“Run” is the word with the most different meanings. The verb-form alone has no fewer than 645 meanings and Peter Gilliver worked for more than nine months to work out all of them.
Cliché comes from the sound made when plates with commonly used words or phrases were fitted into a printing press. These plates were called stereotypes.
The word “legend” originally meant “things to be read”. In the pre-Medieval period, reading and writing were very rare, and so anything worthy of being written down was something very noteworthy, and thus “legendary”; worthy of being written down and read.
Strawberry generation is a Taiwanese term for anyone who is born after 1981. Named after strawberries because strawberries “bruise easily”, they can not withstand social pressure or work hard like their parents’ generation.
The word “barbecue” has been around since 1650, and has meant “outdoor meal of roasted meat or fish as a social entertainment” since 1733.
During the Black Death, incoming ships were forced to wait for 40 days to prevent possible infection. The Italian word for 40, “quaranta”, is where we get the word “quarantine”.
The at-sign, @, is not a modern invention. It has been found on documents as old as 1345. Today, it is referred differently around the world. In Italy, it is called chiocciola (snail) while the Germans call it Klammeraffe (spidermonkey). In Spanish it’s Arroba (the word has its origin in Arabic, the term defined the load that a donkey or mule could carry). Some call it Miukumauku in Finnish (basically cat noises, meow-meow). In Russian, it is generally referred to as Sobaka – dog. In Slovakia and Czech republic it’s Zavinac (Herring). In Poland, people call it Malpa (Monkey).
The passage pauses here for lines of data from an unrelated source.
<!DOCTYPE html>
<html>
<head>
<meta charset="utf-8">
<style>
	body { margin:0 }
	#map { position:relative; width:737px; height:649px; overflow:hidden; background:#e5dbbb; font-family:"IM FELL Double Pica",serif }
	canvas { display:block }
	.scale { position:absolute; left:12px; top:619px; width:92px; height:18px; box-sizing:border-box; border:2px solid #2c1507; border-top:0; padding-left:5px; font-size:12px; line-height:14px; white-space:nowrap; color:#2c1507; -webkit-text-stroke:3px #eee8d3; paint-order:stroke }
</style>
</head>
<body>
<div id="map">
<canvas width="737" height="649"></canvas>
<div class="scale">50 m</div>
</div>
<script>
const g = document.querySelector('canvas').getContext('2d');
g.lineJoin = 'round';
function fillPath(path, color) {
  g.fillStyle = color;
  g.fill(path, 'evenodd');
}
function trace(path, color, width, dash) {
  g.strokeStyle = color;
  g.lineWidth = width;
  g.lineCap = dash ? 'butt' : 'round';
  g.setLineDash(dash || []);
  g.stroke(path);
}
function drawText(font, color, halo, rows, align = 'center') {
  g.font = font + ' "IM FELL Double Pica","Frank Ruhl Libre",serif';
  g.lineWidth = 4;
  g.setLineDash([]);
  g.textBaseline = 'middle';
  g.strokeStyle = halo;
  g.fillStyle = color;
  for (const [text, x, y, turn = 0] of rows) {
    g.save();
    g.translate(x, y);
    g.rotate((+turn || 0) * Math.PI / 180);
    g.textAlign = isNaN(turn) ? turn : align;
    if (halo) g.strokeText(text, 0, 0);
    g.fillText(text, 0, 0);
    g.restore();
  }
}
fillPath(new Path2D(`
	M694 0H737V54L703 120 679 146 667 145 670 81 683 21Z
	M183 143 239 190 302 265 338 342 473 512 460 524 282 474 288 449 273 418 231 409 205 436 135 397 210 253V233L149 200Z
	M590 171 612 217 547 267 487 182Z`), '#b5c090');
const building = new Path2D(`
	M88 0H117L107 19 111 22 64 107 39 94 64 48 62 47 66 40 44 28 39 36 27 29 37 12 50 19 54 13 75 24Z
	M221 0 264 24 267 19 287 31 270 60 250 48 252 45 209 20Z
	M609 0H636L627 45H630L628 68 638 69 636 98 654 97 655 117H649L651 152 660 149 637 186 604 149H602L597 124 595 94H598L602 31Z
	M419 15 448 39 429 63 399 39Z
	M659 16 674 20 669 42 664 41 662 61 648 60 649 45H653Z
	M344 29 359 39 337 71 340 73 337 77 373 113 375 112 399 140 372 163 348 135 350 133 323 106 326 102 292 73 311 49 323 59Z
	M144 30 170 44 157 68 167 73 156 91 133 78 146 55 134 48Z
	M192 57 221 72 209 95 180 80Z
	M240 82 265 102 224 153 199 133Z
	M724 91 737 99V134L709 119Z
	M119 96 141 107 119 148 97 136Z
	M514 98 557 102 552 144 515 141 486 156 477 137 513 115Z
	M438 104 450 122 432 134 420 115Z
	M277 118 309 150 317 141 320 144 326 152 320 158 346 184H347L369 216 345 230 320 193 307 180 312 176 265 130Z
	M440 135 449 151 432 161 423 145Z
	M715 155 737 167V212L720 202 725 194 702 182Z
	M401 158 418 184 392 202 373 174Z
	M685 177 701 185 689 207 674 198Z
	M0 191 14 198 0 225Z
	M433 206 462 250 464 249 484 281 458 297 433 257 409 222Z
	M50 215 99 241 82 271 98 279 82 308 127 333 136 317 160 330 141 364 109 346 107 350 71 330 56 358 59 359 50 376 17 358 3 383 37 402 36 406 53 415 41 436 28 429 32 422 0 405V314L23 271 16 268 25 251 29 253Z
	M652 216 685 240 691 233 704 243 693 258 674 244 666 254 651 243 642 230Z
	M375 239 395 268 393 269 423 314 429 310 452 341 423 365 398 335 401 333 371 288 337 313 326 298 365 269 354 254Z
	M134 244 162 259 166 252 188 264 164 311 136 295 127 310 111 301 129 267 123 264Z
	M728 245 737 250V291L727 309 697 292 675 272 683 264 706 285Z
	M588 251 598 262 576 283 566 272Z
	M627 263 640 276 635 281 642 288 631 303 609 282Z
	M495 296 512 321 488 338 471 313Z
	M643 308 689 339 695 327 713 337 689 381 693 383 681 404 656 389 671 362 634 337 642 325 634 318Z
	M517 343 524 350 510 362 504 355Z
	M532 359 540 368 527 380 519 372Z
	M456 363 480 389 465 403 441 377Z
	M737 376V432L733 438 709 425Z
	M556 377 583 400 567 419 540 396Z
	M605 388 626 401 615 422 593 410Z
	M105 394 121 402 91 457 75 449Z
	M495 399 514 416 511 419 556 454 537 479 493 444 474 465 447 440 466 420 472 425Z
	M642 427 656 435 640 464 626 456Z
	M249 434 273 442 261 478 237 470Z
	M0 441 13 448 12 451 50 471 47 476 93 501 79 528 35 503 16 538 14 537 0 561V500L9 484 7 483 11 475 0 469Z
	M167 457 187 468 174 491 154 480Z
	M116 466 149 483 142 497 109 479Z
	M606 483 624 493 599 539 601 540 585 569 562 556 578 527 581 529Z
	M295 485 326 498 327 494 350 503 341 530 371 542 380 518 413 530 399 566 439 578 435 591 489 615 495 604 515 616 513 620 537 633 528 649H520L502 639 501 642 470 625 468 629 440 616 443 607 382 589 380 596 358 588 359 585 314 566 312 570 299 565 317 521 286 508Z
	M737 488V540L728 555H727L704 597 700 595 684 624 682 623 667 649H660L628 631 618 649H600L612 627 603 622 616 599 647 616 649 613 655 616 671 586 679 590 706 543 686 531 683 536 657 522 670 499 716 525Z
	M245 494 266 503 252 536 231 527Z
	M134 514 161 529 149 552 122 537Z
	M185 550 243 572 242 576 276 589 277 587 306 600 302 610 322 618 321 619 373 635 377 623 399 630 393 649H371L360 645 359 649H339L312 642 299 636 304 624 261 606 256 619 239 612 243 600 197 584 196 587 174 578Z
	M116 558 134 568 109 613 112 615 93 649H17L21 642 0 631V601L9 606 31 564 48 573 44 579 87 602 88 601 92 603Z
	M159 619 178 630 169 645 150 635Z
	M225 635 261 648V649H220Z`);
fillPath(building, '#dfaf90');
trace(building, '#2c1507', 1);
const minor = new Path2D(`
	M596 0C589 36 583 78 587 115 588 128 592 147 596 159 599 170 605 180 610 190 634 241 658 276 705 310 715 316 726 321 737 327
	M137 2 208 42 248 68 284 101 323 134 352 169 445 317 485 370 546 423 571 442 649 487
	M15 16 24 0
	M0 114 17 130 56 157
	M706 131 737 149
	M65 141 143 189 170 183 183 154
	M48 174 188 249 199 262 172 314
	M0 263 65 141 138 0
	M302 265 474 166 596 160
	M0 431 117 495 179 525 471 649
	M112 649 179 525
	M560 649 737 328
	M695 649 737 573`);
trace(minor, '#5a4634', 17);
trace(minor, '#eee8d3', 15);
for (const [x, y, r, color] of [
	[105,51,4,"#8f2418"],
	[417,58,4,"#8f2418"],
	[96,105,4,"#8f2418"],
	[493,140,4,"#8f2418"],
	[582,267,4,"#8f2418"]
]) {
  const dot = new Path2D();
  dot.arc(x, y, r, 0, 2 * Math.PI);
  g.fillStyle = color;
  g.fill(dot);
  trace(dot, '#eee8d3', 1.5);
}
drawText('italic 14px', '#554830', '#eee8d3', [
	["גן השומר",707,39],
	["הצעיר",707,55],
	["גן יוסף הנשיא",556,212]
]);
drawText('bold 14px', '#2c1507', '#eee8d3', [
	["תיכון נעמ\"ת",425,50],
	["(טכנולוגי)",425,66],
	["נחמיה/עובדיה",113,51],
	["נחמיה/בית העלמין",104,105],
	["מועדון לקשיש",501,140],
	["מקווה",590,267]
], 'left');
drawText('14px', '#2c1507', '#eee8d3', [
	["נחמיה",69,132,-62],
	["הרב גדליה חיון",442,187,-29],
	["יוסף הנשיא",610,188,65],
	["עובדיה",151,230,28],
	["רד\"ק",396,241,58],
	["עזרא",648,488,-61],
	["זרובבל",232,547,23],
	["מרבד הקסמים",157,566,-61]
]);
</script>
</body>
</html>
The Japanese have a word (tsundoku [積ん読]) for the habit of buying a lot of books and never reading them.
English words for livestock (cow, sheep, chicken) are Germanic-based and the words for meats (beef, mutton, poultry) are French-based. This is because the people who raised the animals were Anglo-Saxon peasants and the people who ate them were Norman aristocrats.
The reason we say “redhead” instead of “orangehead”” for hair color is because English didn’t differentiate between the colors until the 1540s, long after the term was coined.